11 October 2009

If the Length of a Dissertation Means Something...

...then it is worth mentioning that John Forbes Nash, Jr., the person who is known for game theory, wrote a dissertation that was 32 pages long.

Yes, thirty-two pages long. Thirty-two freaking pages long!

In fact, if you want to see a copy of the dissertation, you can go to this webpage and find a PDF copy of his dissertation. It was type-written, has plenty of hand-written mathematical formulae, has two (yes, TWO!) citations, one of them being himself, and a short acknowledgment.

So, who is John Forbes Nash? If one watched the movie A Beautiful Mind, then one would know who this person is. He won the Nobel Prize in Economics back in 1994. He also is diagnosed with paranoid schizophrenia.

I never knew that a dissertation could be this short. At least in my field, psycholinguists typically write shorter dissertations than say, fieldwork-based linguists. So I expect my dissertation to be around the 150-250 page range. A fieldwork-based linguist would probably write around 600-700 pages.

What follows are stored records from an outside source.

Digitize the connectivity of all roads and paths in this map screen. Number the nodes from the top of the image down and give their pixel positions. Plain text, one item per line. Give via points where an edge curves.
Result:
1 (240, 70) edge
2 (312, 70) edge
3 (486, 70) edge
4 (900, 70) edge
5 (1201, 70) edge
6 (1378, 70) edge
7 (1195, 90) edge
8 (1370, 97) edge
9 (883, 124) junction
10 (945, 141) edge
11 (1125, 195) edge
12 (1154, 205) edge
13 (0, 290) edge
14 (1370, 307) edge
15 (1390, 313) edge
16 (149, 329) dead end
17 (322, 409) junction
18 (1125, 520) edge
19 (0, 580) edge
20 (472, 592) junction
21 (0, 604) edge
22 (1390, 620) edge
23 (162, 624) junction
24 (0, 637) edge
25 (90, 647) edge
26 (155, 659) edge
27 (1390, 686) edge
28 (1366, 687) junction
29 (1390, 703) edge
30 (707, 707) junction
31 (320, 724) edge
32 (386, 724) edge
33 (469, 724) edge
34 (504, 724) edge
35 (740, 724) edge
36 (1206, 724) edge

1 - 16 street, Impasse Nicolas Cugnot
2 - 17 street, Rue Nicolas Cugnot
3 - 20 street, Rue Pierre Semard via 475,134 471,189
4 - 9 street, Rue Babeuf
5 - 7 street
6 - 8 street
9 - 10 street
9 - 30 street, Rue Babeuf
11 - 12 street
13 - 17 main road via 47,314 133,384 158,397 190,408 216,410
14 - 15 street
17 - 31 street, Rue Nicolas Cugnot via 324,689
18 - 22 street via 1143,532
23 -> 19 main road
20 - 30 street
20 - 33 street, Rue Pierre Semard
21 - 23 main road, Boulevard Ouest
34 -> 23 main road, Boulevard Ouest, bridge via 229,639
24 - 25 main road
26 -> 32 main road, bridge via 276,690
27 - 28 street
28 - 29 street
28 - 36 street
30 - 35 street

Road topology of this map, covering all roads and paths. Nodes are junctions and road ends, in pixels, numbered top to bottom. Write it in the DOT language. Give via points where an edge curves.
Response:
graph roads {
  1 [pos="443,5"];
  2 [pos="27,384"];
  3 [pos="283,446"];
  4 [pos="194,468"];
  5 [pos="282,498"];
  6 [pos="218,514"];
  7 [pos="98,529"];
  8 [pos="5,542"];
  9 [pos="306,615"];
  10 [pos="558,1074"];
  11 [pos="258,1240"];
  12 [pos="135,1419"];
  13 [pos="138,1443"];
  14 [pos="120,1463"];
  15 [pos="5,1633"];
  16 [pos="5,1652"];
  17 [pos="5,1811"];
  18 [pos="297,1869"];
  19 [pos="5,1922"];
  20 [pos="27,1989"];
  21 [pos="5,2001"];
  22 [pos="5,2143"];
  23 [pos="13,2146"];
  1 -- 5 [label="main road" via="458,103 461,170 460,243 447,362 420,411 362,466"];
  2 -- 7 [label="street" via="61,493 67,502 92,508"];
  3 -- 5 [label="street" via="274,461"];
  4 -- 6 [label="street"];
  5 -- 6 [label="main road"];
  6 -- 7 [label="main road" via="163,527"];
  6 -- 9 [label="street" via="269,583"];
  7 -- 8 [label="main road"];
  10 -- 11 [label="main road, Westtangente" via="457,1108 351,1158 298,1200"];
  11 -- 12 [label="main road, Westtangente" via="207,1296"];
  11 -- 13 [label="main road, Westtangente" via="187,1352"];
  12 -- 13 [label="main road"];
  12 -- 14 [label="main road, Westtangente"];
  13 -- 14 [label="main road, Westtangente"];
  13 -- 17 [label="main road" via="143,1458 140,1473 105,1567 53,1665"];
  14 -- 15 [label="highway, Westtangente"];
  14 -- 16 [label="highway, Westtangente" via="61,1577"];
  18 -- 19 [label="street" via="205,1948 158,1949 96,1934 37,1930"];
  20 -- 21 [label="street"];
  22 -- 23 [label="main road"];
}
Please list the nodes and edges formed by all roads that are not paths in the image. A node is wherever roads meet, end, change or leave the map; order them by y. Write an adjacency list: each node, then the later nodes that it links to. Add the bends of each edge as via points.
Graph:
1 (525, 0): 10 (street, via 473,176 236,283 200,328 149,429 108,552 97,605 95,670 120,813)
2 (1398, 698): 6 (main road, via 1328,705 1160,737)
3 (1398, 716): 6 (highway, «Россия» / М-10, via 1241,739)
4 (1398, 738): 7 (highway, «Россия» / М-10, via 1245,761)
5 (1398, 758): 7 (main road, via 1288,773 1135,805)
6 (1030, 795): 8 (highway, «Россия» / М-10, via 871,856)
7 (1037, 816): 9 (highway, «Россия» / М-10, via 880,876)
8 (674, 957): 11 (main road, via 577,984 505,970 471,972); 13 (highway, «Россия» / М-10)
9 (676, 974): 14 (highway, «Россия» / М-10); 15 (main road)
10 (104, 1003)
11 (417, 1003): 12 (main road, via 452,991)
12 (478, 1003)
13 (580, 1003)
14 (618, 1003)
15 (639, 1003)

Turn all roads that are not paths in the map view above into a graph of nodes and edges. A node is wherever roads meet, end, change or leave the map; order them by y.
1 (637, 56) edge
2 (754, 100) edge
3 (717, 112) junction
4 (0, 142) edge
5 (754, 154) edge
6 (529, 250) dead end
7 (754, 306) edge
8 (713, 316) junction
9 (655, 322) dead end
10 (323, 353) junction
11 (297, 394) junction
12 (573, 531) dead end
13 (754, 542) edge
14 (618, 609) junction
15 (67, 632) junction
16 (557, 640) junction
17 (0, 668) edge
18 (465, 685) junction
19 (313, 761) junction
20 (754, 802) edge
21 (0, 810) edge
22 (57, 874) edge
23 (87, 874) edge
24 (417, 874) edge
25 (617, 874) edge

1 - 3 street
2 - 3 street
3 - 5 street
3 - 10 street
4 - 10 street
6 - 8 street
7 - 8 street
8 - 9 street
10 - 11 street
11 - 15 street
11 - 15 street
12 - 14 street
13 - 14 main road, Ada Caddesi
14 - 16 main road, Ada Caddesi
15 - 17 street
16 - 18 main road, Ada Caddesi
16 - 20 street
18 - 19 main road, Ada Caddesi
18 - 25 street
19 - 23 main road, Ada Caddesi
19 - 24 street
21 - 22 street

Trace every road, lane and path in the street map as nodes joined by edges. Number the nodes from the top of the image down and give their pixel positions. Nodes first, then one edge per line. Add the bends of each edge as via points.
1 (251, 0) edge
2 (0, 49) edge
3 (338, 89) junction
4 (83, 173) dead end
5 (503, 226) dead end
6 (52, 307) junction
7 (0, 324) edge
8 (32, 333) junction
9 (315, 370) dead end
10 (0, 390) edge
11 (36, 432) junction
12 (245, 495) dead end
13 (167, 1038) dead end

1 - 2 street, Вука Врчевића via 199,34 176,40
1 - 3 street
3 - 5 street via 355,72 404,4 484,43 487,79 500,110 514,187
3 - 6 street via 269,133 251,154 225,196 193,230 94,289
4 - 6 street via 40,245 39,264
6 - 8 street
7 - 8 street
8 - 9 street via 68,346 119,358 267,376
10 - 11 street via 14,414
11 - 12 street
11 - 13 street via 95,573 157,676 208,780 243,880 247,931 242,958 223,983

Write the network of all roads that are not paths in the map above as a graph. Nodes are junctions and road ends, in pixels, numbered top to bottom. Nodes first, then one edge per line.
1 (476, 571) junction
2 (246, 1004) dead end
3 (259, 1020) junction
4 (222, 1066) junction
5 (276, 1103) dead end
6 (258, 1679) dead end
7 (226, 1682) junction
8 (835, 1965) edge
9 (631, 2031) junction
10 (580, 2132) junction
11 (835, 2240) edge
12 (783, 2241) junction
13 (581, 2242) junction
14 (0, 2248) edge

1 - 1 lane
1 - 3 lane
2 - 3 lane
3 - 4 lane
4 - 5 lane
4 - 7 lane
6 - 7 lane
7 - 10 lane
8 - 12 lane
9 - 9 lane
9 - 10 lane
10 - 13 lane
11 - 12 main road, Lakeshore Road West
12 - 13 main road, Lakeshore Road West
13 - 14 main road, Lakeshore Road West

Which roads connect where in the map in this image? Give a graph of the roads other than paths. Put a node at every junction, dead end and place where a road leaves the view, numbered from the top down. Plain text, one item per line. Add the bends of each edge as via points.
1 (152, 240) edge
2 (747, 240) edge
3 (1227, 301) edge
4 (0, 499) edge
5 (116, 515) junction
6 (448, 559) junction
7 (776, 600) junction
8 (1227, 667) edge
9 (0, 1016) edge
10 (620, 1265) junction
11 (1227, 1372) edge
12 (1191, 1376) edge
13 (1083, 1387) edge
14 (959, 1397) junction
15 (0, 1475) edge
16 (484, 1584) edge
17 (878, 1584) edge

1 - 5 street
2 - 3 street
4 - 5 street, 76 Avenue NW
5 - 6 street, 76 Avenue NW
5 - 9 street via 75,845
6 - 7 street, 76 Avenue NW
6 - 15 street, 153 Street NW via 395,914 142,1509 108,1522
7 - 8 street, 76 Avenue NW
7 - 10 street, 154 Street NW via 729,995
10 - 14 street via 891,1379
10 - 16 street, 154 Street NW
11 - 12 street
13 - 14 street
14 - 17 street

If the length of one's dissertation signifies the amount of time that a person becomes insane, then indeed John Forbes Nash didn't have much time. That also means that I can be insane in the near future too. That also means that fieldworkers are the least insane linguists around. Hmmm, that hypothesis might be problematic.

(Treasury Department, from my Lafayette Square Series)


  1. Hahaha... good luck with your dissertation! Try to keep your sanity. :)

  2. Games theory, like the Prisoner's Game? I studied that in IR theory.

  3. May I be honest...?
    I recognize some early signs of paranoid schizophrenia in your blog posts ;-)

  4. Toe,

    Thank you. I always try to keep my sanity intact.


    What is IR theory?


    Hehe. I know, imagining that my papers are babies, giving them names, things like that, I think they are warning signs I should heed someday!